Dans une circonstance aussi critique, Mondevergue se montra, par ses qualités d'organisateur, bien supérieur à ceux qui l'avaient précédé. Le conseil souverain une fois établi, il prit de sages mesures qui rendirent quelque activité à la colonie et produisirent une détente notable dans les relations avec les indigènes. Par ses soins, Fort-Dauphin devint un fort véritable ; un bâtiment en pierres, le premier de l'île, y fut élevé ; on établit aussi une voie empierrée et un quai de débarquement. Malgré ces premiers succès, quand il eut réuni les vivres nécessaires pour expédier un navire en France, Mondevergue, qui avait déjà envoyé des nouvelles du Brésil et du Cap, adressa au Roi et à la Compagnie des lettres datées du 28 janvier 1668, empreintes du plus sombre pessimisme. Ces dépêches furent confiées au houcre Saint-Robert, qui partit à destination du Port-Louis.

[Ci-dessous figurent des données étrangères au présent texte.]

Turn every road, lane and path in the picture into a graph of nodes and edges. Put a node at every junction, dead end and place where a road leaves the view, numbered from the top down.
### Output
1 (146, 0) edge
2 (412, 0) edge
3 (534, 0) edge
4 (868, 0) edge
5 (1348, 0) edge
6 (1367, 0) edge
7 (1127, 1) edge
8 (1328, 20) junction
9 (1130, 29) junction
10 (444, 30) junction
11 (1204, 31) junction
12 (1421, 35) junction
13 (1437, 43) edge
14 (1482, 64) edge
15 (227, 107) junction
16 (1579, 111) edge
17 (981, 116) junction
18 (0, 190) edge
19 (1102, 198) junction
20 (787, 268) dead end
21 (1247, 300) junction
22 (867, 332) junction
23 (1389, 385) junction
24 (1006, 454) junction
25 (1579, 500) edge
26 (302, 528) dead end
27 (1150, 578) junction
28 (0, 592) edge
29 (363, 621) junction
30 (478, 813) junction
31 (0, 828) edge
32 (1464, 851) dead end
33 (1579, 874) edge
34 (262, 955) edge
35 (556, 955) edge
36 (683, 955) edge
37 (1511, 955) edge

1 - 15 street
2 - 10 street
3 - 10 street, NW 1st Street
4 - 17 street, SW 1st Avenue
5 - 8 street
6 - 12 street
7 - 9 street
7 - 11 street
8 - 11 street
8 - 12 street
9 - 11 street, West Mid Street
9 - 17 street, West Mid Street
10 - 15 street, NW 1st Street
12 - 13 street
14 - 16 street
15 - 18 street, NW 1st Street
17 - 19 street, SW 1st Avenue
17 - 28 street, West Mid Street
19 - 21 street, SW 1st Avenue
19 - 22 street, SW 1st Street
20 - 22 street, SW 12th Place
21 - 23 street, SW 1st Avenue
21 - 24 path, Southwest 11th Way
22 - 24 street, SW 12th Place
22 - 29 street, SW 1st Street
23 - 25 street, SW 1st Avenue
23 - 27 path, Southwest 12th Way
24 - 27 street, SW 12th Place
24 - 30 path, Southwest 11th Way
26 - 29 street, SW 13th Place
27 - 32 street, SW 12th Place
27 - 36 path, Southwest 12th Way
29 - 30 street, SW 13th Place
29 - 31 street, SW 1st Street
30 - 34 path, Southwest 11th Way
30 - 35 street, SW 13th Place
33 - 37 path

Mondevergue songea aussi à rassembler à Fort-Dauphin les groupes de colons qui se trouvaient trop exposés dans différents sous-comptoirs isolés où la Compagnie faisait des dépenses sans profit : à Galemboule, à la baie d'Antongil, à l'île Sainte-Marie. Il employa les navires dont il pouvait disposer à ramasser ces colons, en même temps que des vivres.

Quand la colonie fut réorganisée, on put songer à se porter aux Indes. Dans le courant de l'année 1667 était arrivé de France un navire, la Couronne, qui amenait un nouvel agent de la Compagnie, le sieur Marcara Avanchiz, natif d'Ispahan en Perse. Ce Marcara devint célèbre dans la suite par ses démêlés avec Caron et la persécution dont il fut victime.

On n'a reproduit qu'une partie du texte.